The new requirements will help reduce deforestation, which saw a new increase in the second half of 2007, though not that practiced by invaders of public lands that self-finance their completely illegal activities, he added.
HONDURAS
Protests Against Forest Exploitation
TEGUCIGALPA, Mar 10 (Tierramérica).- More than 400 residents of three villages in El Porvenir municipality, located in the central Honduran department of Francisco Morazán, have protested forest exploitation on Pacaya Hill, which is the source of their water supply.

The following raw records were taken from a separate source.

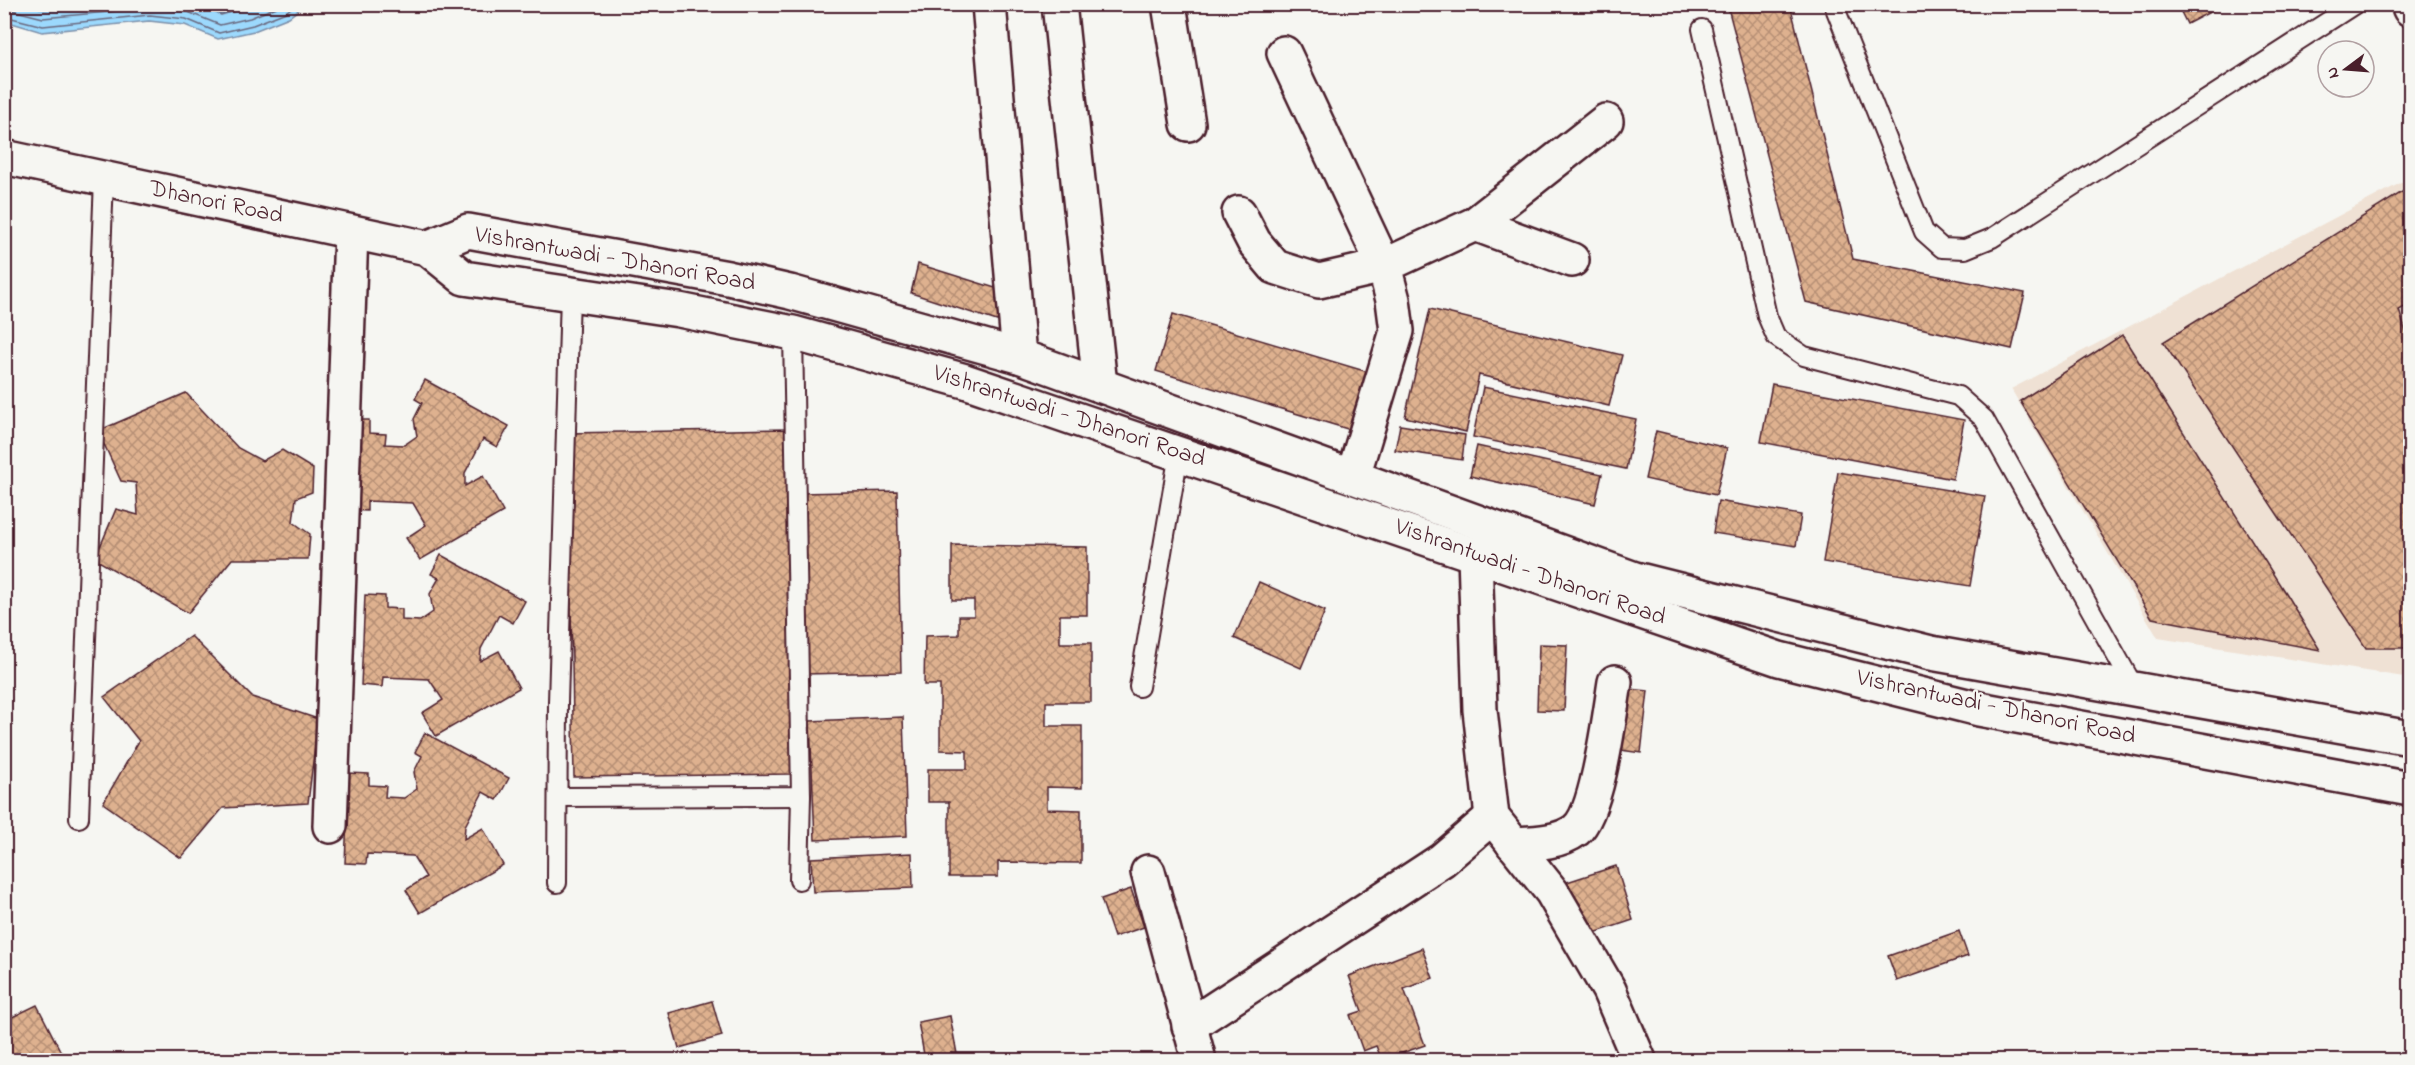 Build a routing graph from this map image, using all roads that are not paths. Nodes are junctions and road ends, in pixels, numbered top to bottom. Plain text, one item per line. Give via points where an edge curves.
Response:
1 (989, 4) edge
2 (1059, 4) edge
3 (1169, 4) edge
4 (2355, 4) edge
5 (2408, 4) edge
6 (1835, 8) dead end
7 (2410, 9) edge
8 (1702, 29) dead end
9 (1284, 53) dead end
10 (1606, 121) dead end
11 (1188, 124) dead end
12 (4, 158) edge
13 (104, 179) junction
14 (1239, 213) dead end
15 (1475, 224) junction
16 (351, 232) junction
17 (427, 248) junction
18 (1572, 260) dead end
19 (1384, 266) junction
20 (570, 294) junction
21 (793, 333) junction
22 (1019, 356) junction
23 (1100, 385) junction
24 (1192, 418) junction
25 (1179, 453) junction
26 (1353, 476) junction
27 (1475, 555) junction
28 (1615, 682) dead end
29 (1139, 687) dead end
30 (2135, 689) junction
31 (2410, 738) edge
32 (2410, 789) edge
33 (801, 796) junction
34 (558, 797) junction
35 (1492, 817) junction
36 (79, 818) dead end
37 (330, 826) dead end
38 (1513, 844) junction
39 (1148, 872) dead end
40 (800, 880) dead end
41 (557, 883) dead end
42 (1189, 1026) junction
43 (1199, 1060) edge
44 (1639, 1060) edge

1 - 22 main road
2 - 23 main road
3 - 11 main road
4 - 6 lane via 1992,238 1965,249 1942,248 1924,232
5 - 7 main road
8 - 30 lane via 1767,316 1776,337 1804,356 1958,396 1984,419
9 - 19 main road
10 - 15 main road
12 - 13 main road, Dhanori Road
13 - 16 main road, Dhanori Road
13 - 36 lane
14 - 19 main road via 1254,242 1275,267 1319,280
15 - 18 main road
15 - 19 main road
16 - 17 main road, Dhanori Road
16 - 37 main road
17 - 20 main road, Vishrantwadi - Dhanori Road via 464,278
17 - 22 main road, Vishrantwadi - Dhanori Road via 468,231 728,278
19 - 26 main road via 1396,331
20 - 21 main road, Vishrantwadi - Dhanori Road via 679,310
20 - 34 lane
21 - 25 main road, Vishrantwadi - Dhanori Road via 965,381
21 - 33 lane
22 - 23 main road, Vishrantwadi - Dhanori Road
23 - 24 main road, Vishrantwadi - Dhanori Road
24 - 25 main road
24 - 26 main road, Vishrantwadi - Dhanori Road
25 - 27 main road, Vishrantwadi - Dhanori Road
25 - 29 lane
26 - 30 main road, Vishrantwadi - Dhanori Road via 1635,579 1931,653
27 - 32 main road, Vishrantwadi - Dhanori Road via 1779,659 1979,709
27 - 35 main road via 1480,710
28 - 38 main road via 1592,804 1578,829 1559,838
30 - 31 main road, Vishrantwadi - Dhanori Road
33 - 34 lane
33 - 40 lane
34 - 41 lane
35 - 38 main road
35 - 42 main road via 1442,860
38 - 44 main road via 1552,892 1609,990
39 - 42 main road
42 - 43 main road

It is not the first time that El Porvenir has seen people rise up to defend the forest. "They have a history, first against mining, and now to protect the water. They have a high level of environmental awareness," Juan Almendares, leader of the environmental group Madre Tierra, told Tierramérica.
Beginning on Mar. 3, the residents have spoken out against the intention of two local families to carry out massive logging in the Pacaya forest, declared a protected area by the government, which restricts tree cutting and the use of the zone for agro-industrial activities.
MEXICO
A Highway and Its Discontents
MEXICO CITY, Mar 10 (Tierramérica).- A project to build 62 kilometers of highway in an area neighboring the Mexican capital where there is a major forest has created tension between the government, environmentalists and residents.
If the government approves the construction of the Lerma-Tres Marías highway, as planned, "all of our colleagues will fight the war until the project is stopped," Gabriel Hernández, resident of Huitzilac, a town of some 20,000 people near the planned route, told Tierramérica.
The residents opposed, with the support of environmental groups like Greenpeace, say the highway would threaten the Gran Bosque de Agua, the forest shared by the central states of Morelos, Mexico and the national capital.
It is an area covering 120,000 hectares and is an important watershed as well as home to great biodiversity. *Source: Inter Press Service.